Each line of the records needs to be written out exactly, with any image left out.

# Exercise material:
--*--
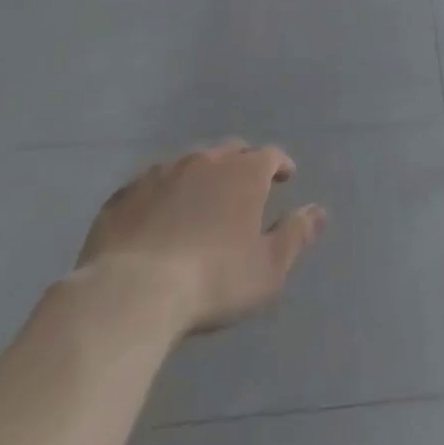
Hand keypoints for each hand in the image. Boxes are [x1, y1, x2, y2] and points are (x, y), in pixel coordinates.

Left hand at [76, 141, 325, 334]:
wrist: (131, 293)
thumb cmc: (213, 280)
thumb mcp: (268, 267)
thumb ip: (296, 235)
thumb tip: (319, 211)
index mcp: (244, 172)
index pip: (271, 155)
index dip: (280, 165)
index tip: (285, 178)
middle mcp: (205, 160)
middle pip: (230, 151)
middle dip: (241, 164)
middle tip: (244, 188)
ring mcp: (161, 173)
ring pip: (189, 164)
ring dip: (200, 177)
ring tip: (201, 201)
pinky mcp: (124, 194)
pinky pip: (151, 185)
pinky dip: (163, 194)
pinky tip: (158, 216)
--*--
# Expected output:
Hand keypoints for each hand in the image. Boxes are [x1, y1, x2, y2] and points are (x, y), in pixel coordinates.

Left hand at [76, 141, 325, 334]:
wrist: (131, 293)
thumb cmc: (213, 280)
thumb mcp: (268, 267)
thumb ip: (296, 235)
thumb tip: (319, 211)
index mcp: (244, 172)
index pip: (271, 155)
index dip: (280, 165)
index tip: (285, 178)
middle mcp: (205, 160)
middle pip: (230, 151)
middle dip: (241, 164)
middle tip: (244, 188)
ring mcp: (161, 173)
ring pip: (189, 164)
ring dip: (200, 177)
ring tip: (201, 201)
pinky mcp: (124, 194)
pinky pip: (151, 185)
pinky dip: (163, 194)
pinky tip: (158, 216)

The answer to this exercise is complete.